Stored data
* * * * * * *

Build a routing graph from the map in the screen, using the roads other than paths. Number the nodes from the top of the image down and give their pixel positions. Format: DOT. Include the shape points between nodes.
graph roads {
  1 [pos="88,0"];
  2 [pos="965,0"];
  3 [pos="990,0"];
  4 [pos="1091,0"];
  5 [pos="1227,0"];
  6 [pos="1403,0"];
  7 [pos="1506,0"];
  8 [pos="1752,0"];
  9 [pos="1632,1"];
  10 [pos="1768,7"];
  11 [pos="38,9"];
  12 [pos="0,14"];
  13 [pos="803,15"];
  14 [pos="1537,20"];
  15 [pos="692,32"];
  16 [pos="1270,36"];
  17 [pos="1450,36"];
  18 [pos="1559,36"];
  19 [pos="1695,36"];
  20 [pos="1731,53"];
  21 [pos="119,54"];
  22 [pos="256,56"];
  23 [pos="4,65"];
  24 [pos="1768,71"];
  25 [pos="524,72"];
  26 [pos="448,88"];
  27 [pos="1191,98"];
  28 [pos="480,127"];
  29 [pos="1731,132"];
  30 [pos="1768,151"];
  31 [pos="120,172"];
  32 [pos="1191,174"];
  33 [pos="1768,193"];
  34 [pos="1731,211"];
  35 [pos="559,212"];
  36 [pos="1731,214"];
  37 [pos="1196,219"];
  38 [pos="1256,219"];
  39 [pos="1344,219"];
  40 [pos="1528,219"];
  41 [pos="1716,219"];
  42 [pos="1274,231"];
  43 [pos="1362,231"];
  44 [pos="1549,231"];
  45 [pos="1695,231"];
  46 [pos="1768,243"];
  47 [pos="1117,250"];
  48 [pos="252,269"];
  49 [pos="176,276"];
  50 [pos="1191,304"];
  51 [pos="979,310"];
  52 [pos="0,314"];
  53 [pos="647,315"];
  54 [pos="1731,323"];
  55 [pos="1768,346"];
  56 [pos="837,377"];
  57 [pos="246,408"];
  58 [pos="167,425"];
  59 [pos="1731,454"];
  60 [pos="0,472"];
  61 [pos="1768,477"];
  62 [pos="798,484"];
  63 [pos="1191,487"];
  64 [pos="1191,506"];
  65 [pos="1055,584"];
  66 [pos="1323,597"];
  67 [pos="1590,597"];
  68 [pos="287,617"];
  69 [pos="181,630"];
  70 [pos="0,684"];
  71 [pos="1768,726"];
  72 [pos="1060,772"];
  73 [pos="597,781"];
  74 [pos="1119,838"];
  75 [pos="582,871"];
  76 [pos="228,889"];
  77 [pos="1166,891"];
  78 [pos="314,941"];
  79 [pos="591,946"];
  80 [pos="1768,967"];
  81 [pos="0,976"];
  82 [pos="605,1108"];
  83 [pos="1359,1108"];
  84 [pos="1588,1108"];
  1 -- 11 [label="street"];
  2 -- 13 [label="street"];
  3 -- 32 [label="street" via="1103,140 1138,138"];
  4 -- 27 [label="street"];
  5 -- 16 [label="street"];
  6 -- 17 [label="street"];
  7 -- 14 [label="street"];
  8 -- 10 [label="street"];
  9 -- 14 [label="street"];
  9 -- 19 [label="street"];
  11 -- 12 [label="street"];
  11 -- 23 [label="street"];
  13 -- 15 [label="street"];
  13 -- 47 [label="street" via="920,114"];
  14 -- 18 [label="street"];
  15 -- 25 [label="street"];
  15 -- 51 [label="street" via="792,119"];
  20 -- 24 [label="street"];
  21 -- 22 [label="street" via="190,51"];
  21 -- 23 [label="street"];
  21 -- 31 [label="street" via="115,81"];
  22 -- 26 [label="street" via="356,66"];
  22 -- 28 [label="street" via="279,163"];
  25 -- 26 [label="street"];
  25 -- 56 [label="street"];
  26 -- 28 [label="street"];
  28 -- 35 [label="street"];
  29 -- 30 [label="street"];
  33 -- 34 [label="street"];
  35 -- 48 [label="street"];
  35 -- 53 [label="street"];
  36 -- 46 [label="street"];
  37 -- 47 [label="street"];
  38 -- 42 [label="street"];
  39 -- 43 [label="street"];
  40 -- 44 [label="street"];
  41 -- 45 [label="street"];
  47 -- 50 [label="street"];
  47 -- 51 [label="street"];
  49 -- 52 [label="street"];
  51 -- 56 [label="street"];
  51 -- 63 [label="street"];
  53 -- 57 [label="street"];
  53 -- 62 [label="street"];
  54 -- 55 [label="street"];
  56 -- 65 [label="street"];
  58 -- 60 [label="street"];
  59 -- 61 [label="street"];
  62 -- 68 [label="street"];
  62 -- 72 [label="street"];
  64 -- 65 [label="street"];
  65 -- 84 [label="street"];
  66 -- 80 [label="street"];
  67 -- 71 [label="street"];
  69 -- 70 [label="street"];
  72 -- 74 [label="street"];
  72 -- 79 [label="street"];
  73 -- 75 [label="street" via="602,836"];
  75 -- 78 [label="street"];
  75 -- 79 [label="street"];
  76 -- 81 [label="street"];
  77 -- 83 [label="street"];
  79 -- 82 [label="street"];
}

* * * * * * *

Filter the records above for the string "graph" and copy each matching line.

■ **Solution**:
Build a routing graph from the map in the screen, using the roads other than paths. Number the nodes from the top of the image down and give their pixel positions. Format: DOT. Include the shape points between nodes.
graph roads {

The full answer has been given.